Keine Kontrolle des Gesamtbetriebsrats durch den betrieblichen Datenschutzbeauftragten

BAG, Mitteilung vom 11. 11. 1997 – 55/97 (lexetius.com/1997,443)

[1] Der Erste Senat des Bundesarbeitsgerichts hatte darüber zu entscheiden, ob die Arbeitgeberin verlangen kann, daß sich der Gesamtbetriebsrat vom Datenschutzbeauftragten des Unternehmens kontrollieren läßt.
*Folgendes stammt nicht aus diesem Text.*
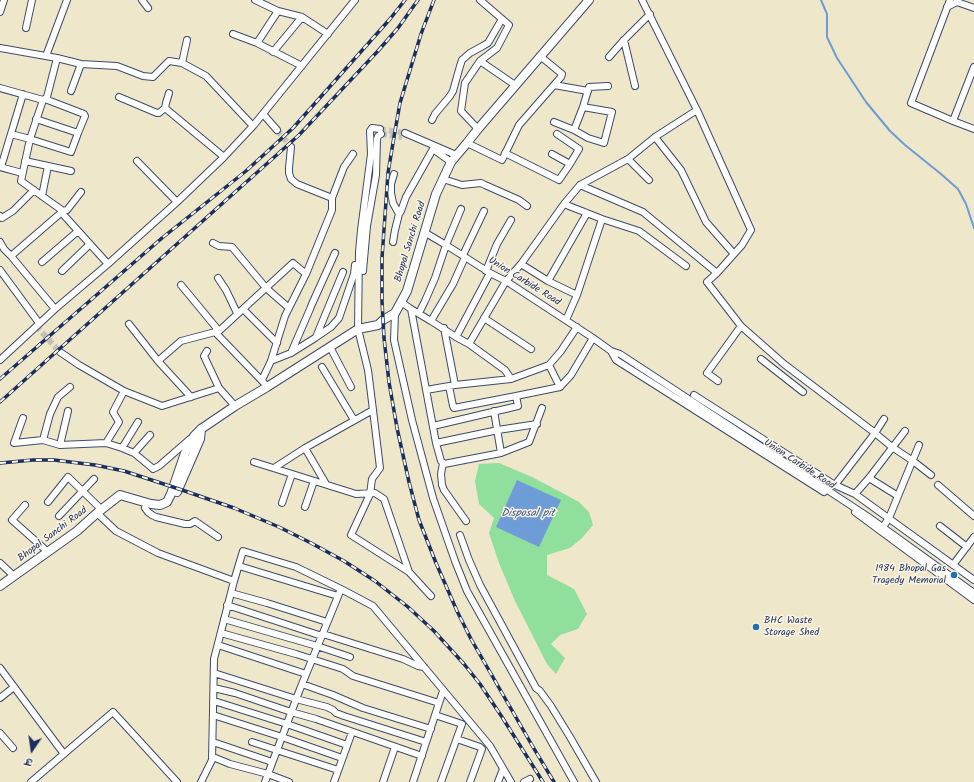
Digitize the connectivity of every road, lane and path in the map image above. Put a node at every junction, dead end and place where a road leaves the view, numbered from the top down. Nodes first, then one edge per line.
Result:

[2] Die Arbeitgeberin hat entsprechend ihrer Verpflichtung aus dem Bundesdatenschutzgesetz (BDSG) für das Unternehmen einen Datenschutzbeauftragten bestellt. Die Betriebsräte – auch der Gesamtbetriebsrat – benutzen Computer, mit denen sie u. a. personenbezogene Daten verarbeiten. die Betriebsräte weigerten sich, ihre EDV vom Datenschutzbeauftragten überprüfen zu lassen.
[3] Nach Auffassung der Arbeitgeberin unterliegen die Betriebsräte in gleicher Weise wie andere Teile des Unternehmens der Überwachung durch den betrieblichen Datenschutzbeauftragten. Sie hat eine entsprechende Feststellung beantragt. Der Gesamtbetriebsrat hat sich hiergegen mit der Begründung gewehrt, die Arbeitgeberin sei nicht befugt, Rechte des Datenschutzbeauftragten geltend zu machen. Vor allem aber unterlägen die Betriebsräte nicht dessen Kontrolle. Das ergebe sich aus ihrer Stellung. Das Arbeitsgericht hat den Antrag der Arbeitgeberin als unzulässig abgewiesen, das Landesarbeitsgericht hat ihm stattgegeben.
[4] Das Bundesarbeitsgericht hat den Beschluß des Landesarbeitsgerichts aufgehoben und dem Gesamtbetriebsrat Recht gegeben. Er unterliegt nicht der Überwachung durch den Datenschutzbeauftragten. Diese wäre mit der vom Betriebsverfassungsgesetz geforderten Unabhängigkeit der Betriebsräte nicht vereinbar. Der betriebliche Datenschutzbeauftragte nimmt nämlich, wie auch das Landesarbeitsgericht zutreffend erkannt hat, keine neutrale Position zwischen Arbeitgeber und Betriebsrat ein, sondern ist trotz seiner Freiheit von fachlichen Weisungen der Arbeitgeberseite zuzuordnen. Zur Sicherstellung des Datenschutzes kann er im Unternehmen keine eigenen Maßnahmen ergreifen, sondern im wesentlichen nur beratend auf den Arbeitgeber einwirken.
[5] Das Bundesdatenschutzgesetz ist nicht dahin zu verstehen, daß es stillschweigend dem Datenschutzbeauftragten Überwachungsrechte einräumt, welche die Unabhängigkeit des Betriebsrats beeinträchtigen würden. Das Gesetz ist insoweit lückenhaft, als es keine Vorschriften über das Verhältnis der beiden Organe zueinander enthält. Dieses Verhältnis müßte in einem Gesetz über den Arbeitnehmerdatenschutz geregelt werden, das zwar immer wieder angekündigt, aber bisher nicht erlassen worden ist. Die von der Arbeitgeberin behauptete Kontrollbefugnis kann auch nicht etwa daraus hergeleitet werden, daß dem Datenschutzbeauftragten nach der Konzeption des Bundesdatenschutzgesetzes die entscheidende Kontrollfunktion zukäme. Der Gesetzgeber hat für viele Unternehmen einen Datenschutzbeauftragten für entbehrlich gehalten, obwohl er sie dem Bundesdatenschutzgesetz unterworfen hat. Ebenso wie für diese Unternehmen bewendet es für die Betriebsräte bei der Kontrolle durch die Aufsichtsbehörde nach § 38 BDSG.